Les exigences du patriarche Sako pour l’après État Islamique

Mgr Louis Sako, archevêque des Chaldéens à Kirkouk (Irak) de passage à Paris le 10/12/10 Photo Jean-Christophe MARMARA/Le Figaro

Mossoul et la plaine de Ninive sont libérées de l’occupation de l’État Islamique. Les chrétiens qui avaient fui les islamistes viennent d’être invités par le Premier ministre irakien à rentrer chez eux. Certes, mais leur retour prendra plus de temps que leur fuite. Il leur faut des garanties et des conditions acceptables avant de songer à rentrer chez eux. Le patriarche Sako vient d’exprimer par un communiqué les exigences des chrétiens dans ce nouveau contexte de l’après État Islamique. En voici les principaux extraits.

C’est un moment historique et un test pour les chrétiens, afin qu’ils renouvellent leur engagement moral et éthique, qu’ils affirment leur présence, qu’ils récupèrent leurs propriétés, qu’ils exigent des compensations pour ce qu’ils ont perdu, qu’ils obtiennent leur part de l’aide et, en outre, que leur protection soit assurée en coopération avec le gouvernement central irakien, le gouvernement régional du Kurdistan ainsi qu’avec celle de la communauté internationale.

Exigences.

1. Unir les efforts pour recons-truire les maisons et rétablir les infrastructures afin de permettre le retour paisible des personnes déplacées dans leurs foyers. Dès lors que cette région [Mossoul et la plaine de Ninive] a souffert de négligences tout au long de l’Histoire, on conseille de se tenir éloigné de tous les sujets qui pourraient compliquer le retour et les efforts de reconstruction.

2. Former une petite équipe efficace et capable de 7 à 10 personnes sages à partir de politiciens honnêtes, pour être le porte-parole des chrétiens, capable d’assumer cette responsabilité dans un esprit commun, afin de communiquer avec les personnes appropriées tant au plan national qu’au plan international. Nous estimons que ce qui lie ensemble toutes ces personnes existe toujours, mais que cela exige de renoncer aux intérêts personnels, d’être solidaire et coopératif, d’oublier les anciennes différences, d’inviter les musulmans et les autres groupes ethniques à s’engager dans la vie publique, de manière constructive et efficace. Cela prouvera que, même si le nombre des chrétiens a récemment décliné, leur existence et leur efficacité ne sont pas absentes et qu’elles n’ont pas reculé.

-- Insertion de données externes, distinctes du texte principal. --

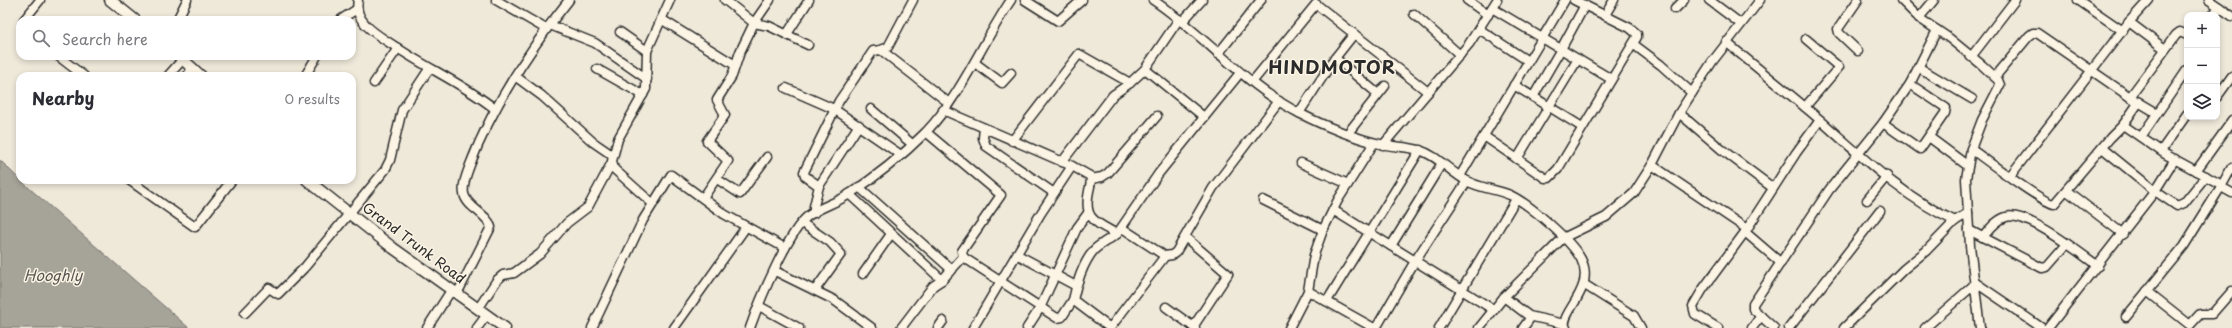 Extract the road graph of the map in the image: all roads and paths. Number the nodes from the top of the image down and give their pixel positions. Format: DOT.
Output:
graph roads {
  1 [pos="40,0"];
  2 [pos="110,0"];
  3 [pos="187,0"];
  4 [pos="358,0"];
  5 [pos="496,0"];
  6 [pos="569,0"];
  7 [pos="670,0"];
  8 [pos="725,0"];
  9 [pos="770,0"];
  10 [pos="809,0"];
  11 [pos="913,0"];
  12 [pos="1011,0"];
  13 [pos="1025,0"];
  14 [pos="1082,0"];
  15 [pos="1153,0"];
  16 [pos="1202,0"];
  17 [pos="1261,0"];
  18 [pos="1467,0"];
  19 [pos="1497,0"];
  20 [pos="1565,0"];
  21 [pos="1574,0"];
  22 [pos="1614,0"];
  23 [pos="1684,0"];
  24 [pos="1709,0"];
  25 [pos="1760,0"];
  26 [pos="1858,0"];
  27 [pos="1901,0"];
  28 [pos="1934,0"];
  29 [pos="2015,0"];
  30 [pos="2078,0"];
  31 [pos="2149,0"];
  32 [pos="2209,0"];
  33 [pos="1585,5"];
  34 [pos="2219,7"];
  35 [pos="357,9"];
  36 [pos="1676,9"];
  37 [pos="1490,11"];
  38 [pos="2215,12"];
  39 [pos="1414,14"];
  40 [pos="1605,15"];
  41 [pos="27,16"];
  42 [pos="130,16"];
  43 [pos="179,16"];
  44 [pos="346,16"];
  45 [pos="2232,16"];
  46 [pos="1919,18"];
  47 [pos="661,20"];
  48 [pos="1181,21"];
  49 [pos="2129,22"];
  50 [pos="754,24"];
  51 [pos="1741,24"];
  52 [pos="548,27"];
  53 [pos="1479,29"];
  54 [pos="1937,30"];
  55 [pos="2123,31"];
  56 [pos="620,32"];
  57 [pos="2184,33"];
  58 [pos="787,34"];
  59 [pos="1354,34"];
  60 [pos="1542,38"];
  61 [pos="1806,39"];
  62 [pos="1726,42"];
  63 [pos="1633,44"];
  64 [pos="808,45"];
  65 [pos="398,48"];
  66 [pos="2165,48"];
  67 [pos="1562,49"];
  68 [pos="881,50"];
  69 [pos="647,51"];
  70 [pos="1858,51"];
  71 [pos="1218,54"];
  72 [pos="1460,55"];
  73 [pos="1971,56"];
  74 [pos="1335,58"];
  75 [pos="1578,59"];
  76 [pos="63,60"];
  77 [pos="179,60"];
  78 [pos="184,60"];
  79 [pos="315,60"];
  80 [pos="1528,61"];
  81 [pos="975,63"];
  82 [pos="735,65"];
  83 [pos="1918,67"];
  84 [pos="193,68"];
  85 [pos="429,68"];
  86 [pos="597,69"];
  87 [pos="1145,69"];
  88 [pos="79,72"];
  89 [pos="171,72"];
  90 [pos="190,72"];
  91 [pos="197,72"];
  92 [pos="307,72"];
  93 [pos="1240,72"];
  94 [pos="2092,72"];
  95 [pos="1012,73"];
  96 [pos="2184,74"];
  97 [pos="515,76"];
  98 [pos="2232,76"];
  99 [pos="1995,77"];
  100 [pos="647,79"];
  101 [pos="1611,79"];
  102 [pos="1253,81"];
  103 [pos="374,83"];
  104 [pos="1130,84"];
  105 [pos="1910,84"];
  106 [pos="1514,85"];
  107 [pos="1385,86"];
  108 [pos="786,88"];
  109 [pos="1428,92"];
  110 [pos="1692,93"];
  111 [pos="2220,93"];
  112 [pos="1378,94"];
  113 [pos="643,95"];
  114 [pos="1533,97"];
  115 [pos="2130,97"];
  116 [pos="1972,98"];
  117 [pos="1279,101"];
  118 [pos="2139,102"];
  119 [pos="949,103"];
  120 [pos="1548,106"];
  121 [pos="1805,107"];
  122 [pos="834,109"];
  123 [pos="870,109"];
  124 [pos="495,110"];
  125 [pos="943,110"];
  126 [pos="1299,113"];
  127 [pos="1679,113"];
  128 [pos="2157,113"];
  129 [pos="1157,116"];
  130 [pos="1204,117"];
  131 [pos="2184,118"];
  132 [pos="1820,120"];
  133 [pos="2232,121"];
  134 [pos="1883,123"];
  135 [pos="2123,125"];
  136 [pos="859,126"];
  137 [pos="1582,127"];
  138 [pos="984,128"];
  139 [pos="926,132"];
  140 [pos="1348,133"];
  141 [pos="1484,136"];
  142 [pos="1929,137"];
  143 [pos="2141,137"];
  144 [pos="1012,141"];
  145 [pos="1374,143"];
  146 [pos="912,144"];
  147 [pos="1383,145"];
  148 [pos="2102,148"];
  149 [pos="1971,149"];
  150 [pos="1420,150"];
  151 [pos="2161,151"];
  152 [pos="1858,154"];
  153 [pos="612,155"];
  154 [pos="901,155"];
  155 [pos="767,158"];
  156 [pos="1517,159"];
  157 [pos="2175,159"];
  158 [pos="1062,162"];
  159 [pos="1302,163"];
  160 [pos="1442,163"];
  161 [pos="611,164"];
  162 [pos="1652,165"];
  163 [pos="1072,166"];
  164 [pos="1968,166"];
  165 [pos="2232,167"];
  166 [pos="2196,171"];
  167 [pos="1887,176"];
  168 [pos="2010,176"];
  169 [pos="2206,176"];
  170 [pos="1464,178"];
  171 [pos="717,179"];
  172 [pos="1091,179"];
  173 [pos="135,184"];
  174 [pos="229,184"];
  175 [pos="312,184"];
  176 [pos="1348,184"];
  177 [pos="819,186"];
  178 [pos="2222,186"];
  179 [pos="859,187"];
  180 [pos="1773,188"];
  181 [pos="2067,191"];
  182 [pos="2156,191"];
  183 [pos="1054,193"];
  184 [pos="2232,193"];
  185 [pos="849,194"];
  186 [pos="703,198"];
  187 [pos="1516,199"];
  188 [pos="1263,200"];
  189 [pos="1867,200"];
  190 [pos="652,203"];
  191 [pos="1333,210"];
  192 [pos="1880,211"];
  193 [pos="349,213"];
  194 [pos="814,213"];
  195 [pos="1088,213"];
  196 [pos="1968,213"];
  197 [pos="1955,221"];
  198 [pos="802,223"];
  199 [pos="746,227"];
  200 [pos="1323,230"];
  201 [pos="1969,230"];
  202 [pos="1119,231"];
  203 [pos="1746,231"];
  204 [pos="1369,232"];
  205 [pos="891,234"];
  206 [pos="2123,234"];
  207 [pos="1983,237"];
  208 [pos="1185,238"];
  209 [pos="1563,238"];
  210 [pos="2067,244"];
  211 [pos="1391,246"];
  212 [pos="785,248"];
  213 [pos="1018,255"];
  214 [pos="1165,256"];
  215 [pos="963,257"];
  216 [pos="1415,261"];
  217 [pos="1781,263"];
  218 [pos="2098,266"];
  219 [pos="952,270"];
  220 [pos="775,271"];
  221 [pos="863,274"];
  222 [pos="1054,276"];
  223 [pos="942,280"];
  224 [pos="1001,282"];
  225 [pos="1976,283"];
  226 [pos="1076,286"];
  227 [pos="1585,286"];
  228 [pos="815,290"];
  229 [pos="1461,290"];
  230 [pos="1308,291"];
  231 [pos="2147,291"];
  232 [pos="2232,291"];
  233 [pos="455,292"];
  234 [pos="1504,296"];
  235 [pos="1073,300"];
  236 [pos="1327,301"];
  237 [pos="759,306"];
  238 [pos="1166,307"];
  239 [pos="1040,308"];
  240 [pos="478,309"];
  241 [pos="1494,310"];
  242 [pos="245,313"];
  243 [pos="486,316"];
  244 [pos="1761,316"];
  245 [pos="1531,317"];
  246 [pos="2126,317"];
  247 [pos="943,321"];
  248 [pos="1100,321"];
  249 [pos="1565,326"];
  250 [pos="1194,327"];
  251 [pos="1372,327"];
  252 [pos="2191,327"];
  253 [pos="427,328"];
  254 [pos="477,328"];
  255 [pos="505,328"];
  256 [pos="592,328"];
  257 [pos="674,328"];
  258 [pos="750,328"];
  259 [pos="799,328"];
  260 [pos="872,328"];
  261 [pos="901,328"];
  262 [pos="938,328"];
  263 [pos="973,328"];
  264 [pos="1027,328"];
  265 [pos="1094,328"];
  266 [pos="1110,328"];
  267 [pos="1289,328"];
  268 [pos="1439,328"];
  269 [pos="1479,328"];
  270 [pos="1524,328"];
  271 [pos="1641,328"];
  272 [pos="1718,328"];
  273 [pos="1752,328"];
  274 [pos="1774,328"];
  275 [pos="1789,328"];
  276 [pos="1844,328"];
  277 [pos="1925,328"];
  278 [pos="1980,328"];
  279 [pos="2042,328"];
  280 [pos="2048,328"];
  1 -- 41 [label="street"];
  2 -- 42 [label="main road"];
  3 -- 43 [label="street"];
  4 -- 35 [label="street"];
  5 -- 52 [label="street"];
  6 -- 52 [label="street"];
  7 -- 47 [label="street"];
  8 -- 50 [label="street"];
  9 -- 50 [label="street"];
  10 -- 58 [label="street"];
  11 -- 68 [label="street"];
  12 -- 81 [label="street"];
  13 -- 14 [label="street"];
  15 -- 48 [label="street"];
  16 -- 48 [label="street"];
  17 -- 71 [label="street"];
  18 -- 37 [label="street"];
  19 -- 37 [label="street"];
  20 -- 60 [label="street"];
  21 -- 33 [label="street"];
  22 -- 40 [label="street"];
  23 -- 36 [label="street"];
  24 -- 51 [label="street"];
  25 -- 51 [label="street"];
  26 -- 70 [label="street"];
  27 -- 46 [label="street"];
  28 -- 46 [label="street"];
  29 -- 73 [label="street"];
  30 -- 55 [label="street"];
  31 -- 49 [label="street"];
  32 -- 34 [label="street"];
  33 -- 40 [label="street"];
  33 -- 67 [label="street"];
  34 -- 38 [label="street"];
  34 -- 45 [label="street"];
  35 -- 44 [label="street"];
  35 -- 65 [label="street"];
  37 -- 53 [label="street"];
  37 -- 60 [label="street"];
  39 -- 72 [label="street"];
  40 -- 63 [label="street"];
  46 -- 54 [label="street"];
  47 -- 69 [label="street"];
  47 -- 82 [label="street"];
  48 -- 71 [label="street"];
  48 -- 87 [label="street"];
  49 -- 55 [label="street"];
  49 -- 66 [label="street"];
  50 -- 58 [label="street"];
  50 -- 82 [label="street"];
  51 -- 62 [label="street"];
  52 -- 97 [label="street"];
  52 -- 100 [label="street"];
  53 -- 72 [label="street"];
  53 -- 80 [label="street"];
  54 -- 73 [label="street"];
  54 -- 83 [label="street"];
  55 -- 94 [label="street"];
  56 -- 69 [label="street"];
  57 -- 66 [label="street"];
  58 -- 64 [label="street"];
  59 -- 74 [label="street"];
  59 -- 102 [label="street"];
  59 -- 109 [label="street"];
  60 -- 67 [label="street"];
  60 -- 80 [label="street"];
  61 -- 121 [label="street"];
  62 -- 110 [label="street"];
  62 -- 121 [label="street"];
  63 -- 101 [label="street"];
  63 -- 110 [label="street"];
  65 -- 85 [label="street"];
  65 -- 103 [label="street"];
  66 -- 115 [label="street"];
  67 -- 75 [label="street"];
  67 -- 114 [label="street"];
  68 -- 119 [label="street"];
  68 -- 122 [label="street"];
  69 -- 100 [label="street"];
  71 -- 93 [label="street"];
  72 -- 109 [label="street"];
  73 -- 99 [label="street"];
  74 -- 112 [label="street"];
  74 -- 126 [label="street"];
  75 -- 101 [label="street"];
  75 -- 120 [label="street"];
  76 -- 88 [label="street"];
  77 -- 89 [label="street"];
  78 -- 84 [label="main road"];
  79 -- 92 [label="street"];
  80 -- 106 [label="street"];
  81 -- 95 [label="street"];
  81 -- 119 [label="street"];
  82 -- 171 [label="street"];
  83 -- 105 [label="street"];
  83 -- 116 [label="street"];
  84 -- 90 [label="street"];
  84 -- 91 [label="main road"];
  85 -- 124 [label="street"];
  85 -- 193 [label="street"];
  86 -- 113 [label="street"];
  87 -- 104 [label="street"];
  87 -- 130 [label="street"];
  93 -- 102 [label="street"];
  93 -- 130 [label="street"];
  94 -- 99 [label="street"];
  94 -- 115 [label="street"];
  94 -- 168 [label="street"];
  96 -- 128 [label="street"];
  97 -- 124 [label="street"];
  97 -- 153 [label="street"];
  98 -- 111 [label="street"];
  99 -- 149 [label="street"];
  100 -- 113 [label="street"];
  101 -- 137 [label="street"];
  102 -- 117 [label="street"];
  104 -- 144 [label="street"];
  104 -- 158 [label="street"];
  105 -- 134 [label="street"];
  105 -- 142 [label="street"];
  106 -- 114 [label="street"];
  106 -- 141 [label="street"];
  107 -- 112 [label="street"];
  108 -- 122 [label="street"];
  109 -- 147 [label="street"];
  110 -- 127 [label="street"];
  112 -- 140 [label="street"];
  113 -- 153 [label="street"];
  114 -- 120 [label="street"];
  115 -- 118 [label="street"];
  117 -- 126 [label="street"];
  117 -- 208 [label="street"];
  118 -- 128 [label="street"];
  118 -- 135 [label="street"];
  119 -- 125 [label="street"];
  120 -- 137 [label="street"];
  120 -- 156 [label="street"];
  121 -- 132 [label="street"];
  122 -- 136 [label="street"];
  122 -- 177 [label="street"];
  123 -- 146 [label="street"];
  124 -- 233 [label="street"];
  125 -- 138 [label="street"];
  125 -- 139 [label="street"];
  126 -- 140 [label="street"];
  127 -- 162 [label="street"];
  127 -- 180 [label="street"];
  128 -- 143 [label="street"];
  129 -- 172 [label="street"];
  130 -- 202 [label="street"];
  131 -- 151 [label="street"];
  132 -- 152 [label="street"];
  132 -- 180 [label="street"];
  133 -- 166 [label="street"];
  134 -- 142 [label="street"];
  134 -- 152 [label="street"];
  135 -- 143 [label="street"];
  135 -- 148 [label="street"];
  136 -- 154 [label="street"];
  136 -- 177 [label="street"];
  137 -- 156 [label="street"];
  138 -- 144 [label="street"];
  138 -- 183 [label="street"];
  139 -- 146 [label="street"];
  139 -- 215 [label="street"];
  140 -- 145 [label="street"];
  141 -- 156 [label="street"];
  141 -- 170 [label="street"];
  142 -- 164 [label="street"];
  143 -- 151 [label="street"];
  144 -- 158 [label="street"];
  145 -- 147 [label="street"];
  145 -- 176 [label="street"];
  146 -- 154 [label="street"];
  147 -- 150 [label="street"];
  148 -- 181 [label="street"];
  148 -- 182 [label="street"];
  149 -- 164 [label="street"];
  149 -- 168 [label="street"];
  150 -- 160 [label="street"];
  150 -- 204 [label="street"];
  151 -- 157 [label="street"];
  152 -- 167 [label="street"];
  152 -- 217 [label="street"];
  153 -- 161 [label="street"];
  154 -- 179 [label="street"];
  155 -- 171 [label="street"];
  157 -- 166 [label="street"];
  157 -- 182 [label="street"];
  158 -- 163 [label="street"];
  159 -- 176 [label="street"];
  160 -- 170 [label="street"];
  160 -- 211 [label="street"];
  161 -- 190 [label="street"];
  161 -- 240 [label="street"];
  162 -- 203 [label="street"];
  162 -- 209 [label="street"];
  163 -- 172 [label="street"];
  163 -- 183 [label="street"];
  164 -- 196 [label="street"];
  165 -- 178 [label="street"];
  166 -- 169 [label="street"];
  167 -- 189 [label="street"];
  167 -- 197 [label="street"];
  168 -- 181 [label="street"];
  169 -- 178 [label="street"];
  169 -- 182 [label="street"];
  170 -- 187 [label="street"];
  170 -- 216 [label="street"];
  171 -- 186 [label="street"];
  172 -- 195 [label="street"];
  173 -- 174 [label="street"];
  175 -- 193 [label="main road, Grand Trunk Road"];
  176 -- 191 [label="street"];
  177 -- 194 [label="street"];
  178 -- 184 [label="street"];
  178 -- 231 [label="street"];
  179 -- 185 [label="street"];
  179 -- 219 [label="street"];
  180 -- 203 [label="street"];
  181 -- 206 [label="street"];
  182 -- 206 [label="street"];
  183 -- 213 [label="street"];
  185 -- 194 [label="street"];
  185 -- 205 [label="street"];
  186 -- 190 [label="street"];
  186 -- 199 [label="street"];
  187 -- 209 [label="street"];
  187 -- 229 [label="street"];
  188 -- 200 [label="street"];
  190 -- 256 [label="street"];
  191 -- 200 [label="street"];
  191 -- 204 [label="street"];
  192 -- 275 [label="street"];
  193 -- 233 [label="main road, Grand Trunk Road"];
  193 -- 242 [label="street"];
  194 -- 198 [label="street"];
  195 -- 202 [label="street"];
  195 -- 222 [label="street"];
  196 -- 197 [label="street"];
  196 -- 201 [label="street"];
  197 -- 276 [label="street"];
  198 -- 212 [label="street"];
  198 -- 228 [label="street"];
  199 -- 212 [label="street"];
  199 -- 257 [label="street"];
  200 -- 230 [label="street"];
  201 -- 207 [label="street"];
  201 -- 225 [label="street"];
  202 -- 214 [label="street"];
  202 -- 226 [label="street"];
  203 -- 217 [label="street"];
  203 -- 272 [label="street"];
  204 -- 211 [label="street"];
  204 -- 236 [label="street"];
  205 -- 221 [label="street"];
  205 -- 223 [label="street"];
  206 -- 218 [label="street"];
  207 -- 210 [label="street"];
  207 -- 210 [label="street"];
  208 -- 214 [label="street"];
  208 -- 250 [label="street"];
  209 -- 227 [label="street"];
  209 -- 234 [label="street"];
  210 -- 218 [label="street"];
  211 -- 216 [label="street"];
  212 -- 220 [label="street"];
  213 -- 222 [label="street"];
  213 -- 224 [label="street"];
  214 -- 266 [label="street"];
  215 -- 219 [label="street"];
  215 -- 224 [label="street"];
  216 -- 229 [label="street"];
  216 -- 251 [label="street"];
  217 -- 244 [label="street"];
  218 -- 280 [label="street"];
  219 -- 223 [label="street"];
  220 -- 228 [label="street"];
  220 -- 237 [label="street"];
  222 -- 226 [label="street"];
  222 -- 239 [label="street"];
  223 -- 261 [label="street"];
  224 -- 239 [label="street"];
  224 -- 263 [label="street"];
  225 -- 277 [label="street"];
  225 -- 278 [label="street"];
  225 -- 279 [label="street"];
  226 -- 235 [label="street"];
  227 -- 249 [label="street"];
  227 -- 271 [label="street"];
  228 -- 260 [label="street"];
  229 -- 241 [label="street"];
  229 -- 268 [label="street"];
  230 -- 236 [label="street"];
  230 -- 267 [label="street"];
  231 -- 246 [label="street"];
  231 -- 252 [label="street"];
  232 -- 252 [label="street"];
  233 -- 240 [label="main road, Grand Trunk Road"];
  233 -- 253 [label="street"];
  234 -- 241 [label="street"];
  234 -- 245 [label="street"];
  235 -- 239 [label="street"];
  235 -- 248 [label="street"];
  236 -- 251 [label="street"];
  237 -- 258 [label="street"];
  237 -- 259 [label="street"];
  238 -- 250 [label="street"];
  239 -- 264 [label="street"];
  240 -- 243 [label="main road, Grand Trunk Road"];
  241 -- 269 [label="street"];
  243 -- 254 [label="street"];
  243 -- 255 [label="main road, Grand Trunk Road"];
  244 -- 273 [label="street"];
  244 -- 274 [label="street"];
  245 -- 249 [label="street"];
  245 -- 270 [label="street"];
  247 -- 262 [label="street"];
  248 -- 265 [label="street"];
  248 -- 266 [label="street"];
}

3. Créer un bureau central d’information qui sera marqué par une vision large et qui mènera un travail professionnel afin que la voix des chrétiens soit entendue, que la lumière soit faite sur leurs souffrances et leurs aspirations. Cela les aidera à surmonter les complexités de la situation présente et à transformer leurs différences en une unité constructive, dans la cohésion et la solidarité, et dans une collaboration active pour, d’une part, renforcer leur existence et, d’autre part, promouvoir une culture de l’ouverture qui aidera à obtenir la paix, la stabilité et une vie décente pour eux-mêmes et pour leurs concitoyens.

Patriarcat de Babylone des Chaldéens, 11 juillet – © CH pour la traduction.